I saw you shared his anti-vaccine bit that just went viral on Twitter. and I was testing out some new stuff but then I saw that Jim Breuer had posted his setlist for that night, and I was like, well, I’m just going to try to do his setlist. Just a few months ago, I did a show at Largo here in L.A. I mean, Jim Breuer has been a tremendous inspiration. And as soon as you discovered anything that was a little left of that or a little weirder than that, it made that feel very lame. But I grew up in the ’80s and ’90s and that was sort of the first big explosion of the brick wall comics and there was a certain corniness to it. I mean, I don’t want to name names, that’s kind of mean. Are there people that you take inspiration from in that way? It seems like the bit has evolved into you sort of representing everything that you don’t like about comedy or that you don't like about certain comedians. You can listen to the whole thing-including stories about the early days of Tim and Eric, getting mostly cut out of ‘Bridesmaids’ and a lot more-by subscribing to The Last Laugh on Apple Podcasts, Spotify, Google, Stitcher, Amazon Music, or wherever you get your podcasts, and be the first to hear new episodes when they are released every Tuesday. “And it made us produce a lot of stuff, but we both kind of got lost in the personas of ‘Tim and Eric’ and I felt a little like, ‘Who am I and what do I want to do?’” They figured out “pretty quickly,” he adds, that finding their own separate projects “was the key to not having a bad break-up.”īelow is an edited excerpt from our conversation. “For the first several years, Eric and me, all our creative energy was going into our work together,” Heidecker says.
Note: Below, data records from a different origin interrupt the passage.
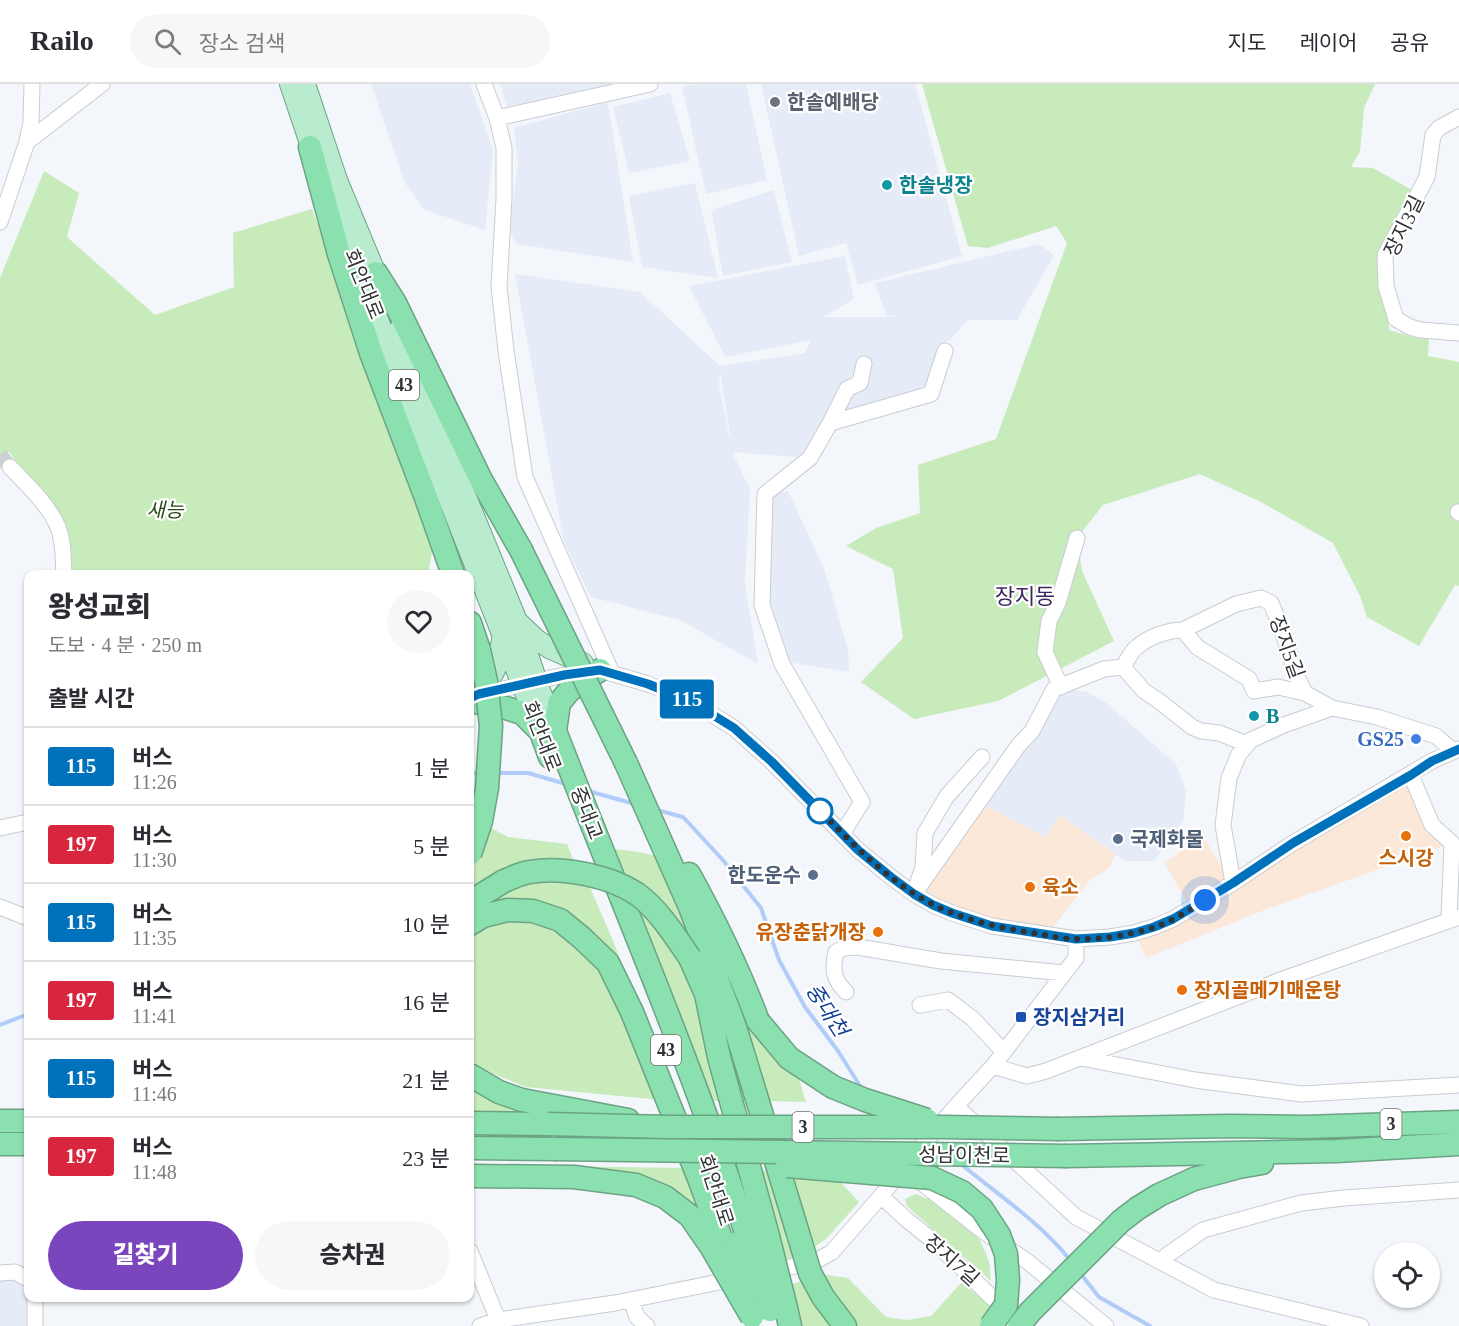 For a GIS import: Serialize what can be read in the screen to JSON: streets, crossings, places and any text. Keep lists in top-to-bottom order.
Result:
{
  "streets": {
    "highway": [
      "회안대로",
      "43",
      "중대교",
      "3",
      "성남이천로"
    ],
    "street": ["장지3길", "장지5길", "장지7길"]
  },
  "crossings": [
    ["회안대로", "중대교"]
  ],
  "districts": ["장지동"],
  "water": ["중대천"],
  "parks": ["새능"],
  "places": {
    "other": [
      "한솔예배당",
      "한솔냉장",
      "B",
      "GS25",
      "스시강",
      "국제화물",
      "한도운수",
      "육소",
      "유장춘닭개장",
      "장지골메기매운탕"
    ],
    "transit": ["장지삼거리"]
  },
  "lines": ["bus line 115"],
  "page": {
    "header": "Railo",
    "search": "장소 검색",
    "nav": ["지도", "레이어", "공유"],
    "on_map": "115",
    "heading": [
      ["왕성교회", "도보 · 4 분 · 250 m"],
      "출발 시간"
    ],
    "list": [
      {
        "mark": "115",
        "name": "버스",
        "note": "11:26",
        "value": "1 분"
      },
      {
        "mark": "197",
        "name": "버스",
        "note": "11:30",
        "value": "5 분"
      },
      {
        "mark": "115",
        "name": "버스",
        "note": "11:35",
        "value": "10 분"
      },
      {
        "mark": "197",
        "name": "버스",
        "note": "11:41",
        "value": "16 분"
      },
      {
        "mark": "115",
        "name": "버스",
        "note": "11:46",
        "value": "21 분"
      },
      {
        "mark": "197",
        "name": "버스",
        "note": "11:48",
        "value": "23 분"
      }
    ],
    "buttons": ["길찾기", "승차권"]
  }
}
Right before the pandemic, they put out a sitcom parody and toured together, but have since drifted apart creatively. Describing the “Tim and Eric” paradigm as “sort of limited,” Heidecker says, “There are ideas I would have that don’t really work in the ‘Tim and Eric’ world and they started finding other routes outside of ‘Tim and Eric.’ So it just kind of happened naturally.”

Tim heidecker for da series#

Along with Office Hours, his Adult Swim show On Cinema, and the Showtime series Moonbase 8, Heidecker’s latest project is one of many in recent years without his longtime comedy partner Eric Wareheim, who has been focusing on making wine and writing cookbooks.